# TASK DESCRIPTION
Only the lines from the top of the data through the one with "position:relative; width:881px; height:1650px;" are to be written out, each exactly as it stands.

# Data entries
= = = = = = =

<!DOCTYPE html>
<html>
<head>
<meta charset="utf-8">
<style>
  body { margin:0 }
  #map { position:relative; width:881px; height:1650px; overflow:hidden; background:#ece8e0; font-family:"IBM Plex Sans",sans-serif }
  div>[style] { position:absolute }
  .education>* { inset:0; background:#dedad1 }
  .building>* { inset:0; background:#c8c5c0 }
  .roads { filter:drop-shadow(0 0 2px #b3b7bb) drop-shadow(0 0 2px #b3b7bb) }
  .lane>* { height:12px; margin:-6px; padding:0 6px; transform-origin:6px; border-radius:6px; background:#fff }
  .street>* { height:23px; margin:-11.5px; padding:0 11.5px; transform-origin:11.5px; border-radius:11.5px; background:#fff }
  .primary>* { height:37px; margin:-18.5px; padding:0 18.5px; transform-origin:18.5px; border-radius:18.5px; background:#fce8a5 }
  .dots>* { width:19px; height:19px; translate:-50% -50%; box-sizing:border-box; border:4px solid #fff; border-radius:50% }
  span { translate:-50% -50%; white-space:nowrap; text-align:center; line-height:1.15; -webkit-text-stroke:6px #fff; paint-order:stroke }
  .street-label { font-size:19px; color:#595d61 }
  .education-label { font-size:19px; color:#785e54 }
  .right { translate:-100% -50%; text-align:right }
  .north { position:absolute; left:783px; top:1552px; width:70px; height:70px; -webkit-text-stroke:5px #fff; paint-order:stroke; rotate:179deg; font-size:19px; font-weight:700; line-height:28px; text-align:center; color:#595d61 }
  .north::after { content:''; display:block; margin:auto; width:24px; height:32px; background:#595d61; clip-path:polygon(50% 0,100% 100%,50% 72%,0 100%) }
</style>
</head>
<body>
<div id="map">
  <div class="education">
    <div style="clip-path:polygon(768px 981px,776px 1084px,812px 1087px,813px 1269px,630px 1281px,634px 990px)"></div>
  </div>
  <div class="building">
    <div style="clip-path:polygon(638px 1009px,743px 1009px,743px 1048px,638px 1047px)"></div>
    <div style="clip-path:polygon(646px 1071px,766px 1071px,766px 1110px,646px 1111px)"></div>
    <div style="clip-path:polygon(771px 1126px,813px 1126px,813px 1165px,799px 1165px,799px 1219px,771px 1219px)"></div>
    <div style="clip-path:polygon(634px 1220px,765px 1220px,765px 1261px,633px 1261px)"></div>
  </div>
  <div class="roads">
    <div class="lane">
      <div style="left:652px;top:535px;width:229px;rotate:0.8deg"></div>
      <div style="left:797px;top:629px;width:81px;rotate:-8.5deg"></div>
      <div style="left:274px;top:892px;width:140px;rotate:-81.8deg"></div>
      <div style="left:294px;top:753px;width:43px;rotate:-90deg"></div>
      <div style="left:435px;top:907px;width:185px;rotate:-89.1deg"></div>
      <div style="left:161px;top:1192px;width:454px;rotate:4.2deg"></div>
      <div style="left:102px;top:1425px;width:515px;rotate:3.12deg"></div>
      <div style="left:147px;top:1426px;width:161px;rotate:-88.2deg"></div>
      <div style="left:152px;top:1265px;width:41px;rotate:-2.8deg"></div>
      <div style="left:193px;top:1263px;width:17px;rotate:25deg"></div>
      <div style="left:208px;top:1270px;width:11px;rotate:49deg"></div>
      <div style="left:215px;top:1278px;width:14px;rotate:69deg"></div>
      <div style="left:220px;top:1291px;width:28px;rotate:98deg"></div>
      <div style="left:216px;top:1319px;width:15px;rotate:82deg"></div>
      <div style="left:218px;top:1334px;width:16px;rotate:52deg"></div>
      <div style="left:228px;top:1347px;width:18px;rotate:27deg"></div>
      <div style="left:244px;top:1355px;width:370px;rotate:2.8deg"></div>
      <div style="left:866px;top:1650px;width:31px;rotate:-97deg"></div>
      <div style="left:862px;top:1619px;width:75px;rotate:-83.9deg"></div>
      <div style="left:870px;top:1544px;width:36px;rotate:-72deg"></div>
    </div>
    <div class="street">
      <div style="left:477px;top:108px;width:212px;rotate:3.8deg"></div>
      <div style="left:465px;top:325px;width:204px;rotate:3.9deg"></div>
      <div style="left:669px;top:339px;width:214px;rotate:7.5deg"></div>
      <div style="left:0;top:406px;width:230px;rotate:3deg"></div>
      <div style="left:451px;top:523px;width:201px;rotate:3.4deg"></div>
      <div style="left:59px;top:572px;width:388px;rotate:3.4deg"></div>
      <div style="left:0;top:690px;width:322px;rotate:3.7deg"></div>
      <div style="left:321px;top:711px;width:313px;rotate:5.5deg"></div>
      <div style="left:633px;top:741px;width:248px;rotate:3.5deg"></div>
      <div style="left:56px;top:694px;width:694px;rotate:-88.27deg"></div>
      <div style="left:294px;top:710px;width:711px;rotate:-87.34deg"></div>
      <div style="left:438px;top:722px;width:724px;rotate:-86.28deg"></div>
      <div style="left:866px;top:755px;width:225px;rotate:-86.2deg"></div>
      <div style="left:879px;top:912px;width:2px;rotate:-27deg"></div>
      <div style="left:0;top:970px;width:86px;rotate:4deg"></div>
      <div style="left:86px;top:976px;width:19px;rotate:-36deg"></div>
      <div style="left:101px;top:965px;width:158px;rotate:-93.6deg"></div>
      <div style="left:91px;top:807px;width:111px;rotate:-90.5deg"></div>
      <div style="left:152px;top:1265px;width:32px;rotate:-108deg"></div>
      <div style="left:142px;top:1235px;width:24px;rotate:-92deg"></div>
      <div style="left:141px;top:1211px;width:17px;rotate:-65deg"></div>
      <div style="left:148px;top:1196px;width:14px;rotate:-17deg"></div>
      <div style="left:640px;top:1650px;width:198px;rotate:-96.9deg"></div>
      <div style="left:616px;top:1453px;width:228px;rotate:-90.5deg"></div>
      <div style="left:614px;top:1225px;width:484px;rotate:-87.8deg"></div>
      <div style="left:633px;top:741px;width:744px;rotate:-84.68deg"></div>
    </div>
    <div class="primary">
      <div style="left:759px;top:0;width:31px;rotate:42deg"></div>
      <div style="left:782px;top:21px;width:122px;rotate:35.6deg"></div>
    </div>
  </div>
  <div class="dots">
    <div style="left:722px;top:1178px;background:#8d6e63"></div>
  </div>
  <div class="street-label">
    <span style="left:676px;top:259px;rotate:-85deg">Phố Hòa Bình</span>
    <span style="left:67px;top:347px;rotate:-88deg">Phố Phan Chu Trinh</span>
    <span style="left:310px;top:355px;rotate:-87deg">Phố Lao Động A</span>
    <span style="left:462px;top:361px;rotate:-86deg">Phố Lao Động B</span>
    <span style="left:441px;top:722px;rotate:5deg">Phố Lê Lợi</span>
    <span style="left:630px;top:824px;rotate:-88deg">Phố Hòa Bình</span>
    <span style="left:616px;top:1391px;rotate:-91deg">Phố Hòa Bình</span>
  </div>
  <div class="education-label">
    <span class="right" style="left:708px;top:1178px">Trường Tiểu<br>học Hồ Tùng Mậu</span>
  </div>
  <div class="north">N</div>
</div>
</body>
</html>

= = = = = = =

# REPLY
<!DOCTYPE html>
<html>
<head>
<meta charset="utf-8">
<style>
  body { margin:0 }
  #map { position:relative; width:881px; height:1650px; overflow:hidden; background:#ece8e0; font-family:"IBM Plex Sans",sans-serif }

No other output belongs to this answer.